Mas em 1954 o jovem napolitano já começava a entrar na história da arte brasileira. Naquele ano, ele passou a cuidar, meio por acaso, de uma pequena, minúscula, galeria de arte. Foi pequena só nas dimensões (leia no pequeno texto ao lado por quê). O mesmo vale para a literatura de Terranova.
Ele começou polinizando alguns poemas, diminutos como haikais, no prestigioso "Suplemento Literário", do "Jornal do Brasil" dos anos 50. "O Girassol", o mais famoso, foi com o qual começou a escrever em português.
Ganhou elogios dos grandes poetas-críticos Mário Faustino (1930-62) e Ferreira Gullar, foi publicado na Itália, mas seguiu pela sombra. Foi colhendo elogios, mas sempre publicando edições alternativas, quase sempre pela Massao Ohno, ombro amigo dos poetas sem-editora.
Depois de cinco livros pouco divulgados, Terranova abriu o ano de 2002 publicando pela primeira vez por uma grande casa editorial. Não lançou um, nem dois, mas três livros ao mesmo tempo. "Trilogia do Vento" é o nome que junta os três pequenos volumes lançados pela Nova Fronteira: "Diário 1895/1995", "1001 Noites no Carandiru" e "Assassinato de Primeiro Grau em Ipanema".
Nos primeiros livros, como em "palavrausência", Terranova fazia de modo independente caminho paralelo ao dos concretos, usando poucas palavras e recursos editoriais pioneiros (como "janelinhas" no papel que permitiam diversas leituras do mesmo poema).
Em "Diário" e em "1001 Noites" ele segue uma poesia mais próxima do livro que antecedeu a trilogia, "Memórias Rumores".
Em uma espécie de poesia-prosa, faz uma livre e sensível reconstituição de experiências pessoais, a partir do nascimento de sua mãe (que hoje tem 106 anos e vive na Itália). Em "1001 Noites", dialoga, no mesmo registro poético, com as almas penadas do fatídico massacre do Carandiru, de 1992.

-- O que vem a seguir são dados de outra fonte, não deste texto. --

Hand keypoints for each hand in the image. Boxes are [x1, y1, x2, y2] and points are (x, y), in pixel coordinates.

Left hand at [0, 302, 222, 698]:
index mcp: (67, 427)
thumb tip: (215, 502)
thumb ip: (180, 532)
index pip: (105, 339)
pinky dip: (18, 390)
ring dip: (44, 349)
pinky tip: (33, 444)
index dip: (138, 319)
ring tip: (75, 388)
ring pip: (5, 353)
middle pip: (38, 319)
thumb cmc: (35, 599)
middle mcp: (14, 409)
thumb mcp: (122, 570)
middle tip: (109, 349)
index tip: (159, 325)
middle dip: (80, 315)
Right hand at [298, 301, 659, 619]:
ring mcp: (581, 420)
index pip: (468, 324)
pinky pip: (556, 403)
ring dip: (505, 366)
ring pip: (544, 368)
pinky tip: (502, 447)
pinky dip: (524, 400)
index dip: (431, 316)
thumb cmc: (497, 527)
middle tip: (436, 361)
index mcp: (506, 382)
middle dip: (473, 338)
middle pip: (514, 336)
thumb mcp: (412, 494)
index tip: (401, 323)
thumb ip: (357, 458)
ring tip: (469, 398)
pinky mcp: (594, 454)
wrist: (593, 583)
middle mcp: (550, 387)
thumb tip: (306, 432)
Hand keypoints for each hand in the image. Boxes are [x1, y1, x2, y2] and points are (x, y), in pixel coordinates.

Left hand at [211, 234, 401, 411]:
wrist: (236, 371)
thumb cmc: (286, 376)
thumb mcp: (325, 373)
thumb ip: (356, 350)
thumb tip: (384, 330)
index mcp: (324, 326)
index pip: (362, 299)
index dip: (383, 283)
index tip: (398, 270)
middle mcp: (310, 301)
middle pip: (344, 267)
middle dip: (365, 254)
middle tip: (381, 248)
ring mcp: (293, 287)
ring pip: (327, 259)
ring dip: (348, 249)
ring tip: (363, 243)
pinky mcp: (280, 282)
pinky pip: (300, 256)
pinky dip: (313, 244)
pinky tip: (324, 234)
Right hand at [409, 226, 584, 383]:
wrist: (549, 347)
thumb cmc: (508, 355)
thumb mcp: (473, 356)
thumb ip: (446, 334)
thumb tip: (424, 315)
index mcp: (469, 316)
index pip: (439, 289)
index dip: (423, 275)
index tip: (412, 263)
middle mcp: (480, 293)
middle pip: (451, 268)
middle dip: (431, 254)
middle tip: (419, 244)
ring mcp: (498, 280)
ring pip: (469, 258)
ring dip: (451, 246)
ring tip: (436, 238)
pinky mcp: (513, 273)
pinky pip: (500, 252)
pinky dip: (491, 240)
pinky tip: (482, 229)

O terceiro livreto marca a maior mudança na trajetória literária do napolitano que abraçou o Rio de Janeiro -ele se considera brasileiro. Em "Assassinato de Primeiro Grau...", a poesia-prosa vira prosa poética, e pela primeira vez seu texto ganha um enredo bem marcado: uma história de amor seguida de assassinato banal.
"Só um grande escritor pode criar. Imperdível", afirma o escritor Doc Comparato no posfácio do livro, rimando com os elogiosos posfácios dos outros volumes, de Affonso Romano de Sant'Anna e de Marco Lucchesi. E é tudo. Galerista amado pelos artistas, Terranova dá, com a "Trilogia do Vento", mais um passo na sua trajetória de "escritor de escritores".


TRILOGIA DO VENTO (DIÁRIO 1895/ 1995, 1001 NOITES NO CARANDIRU E ASSASSINATO DE PRIMEIRO GRAU EM IPANEMA). De: Franco Terranova. Editora: Nova Fronteira (tel. 0/xx/21/ 2537-8770). Quanto: R$ 13 (cada um).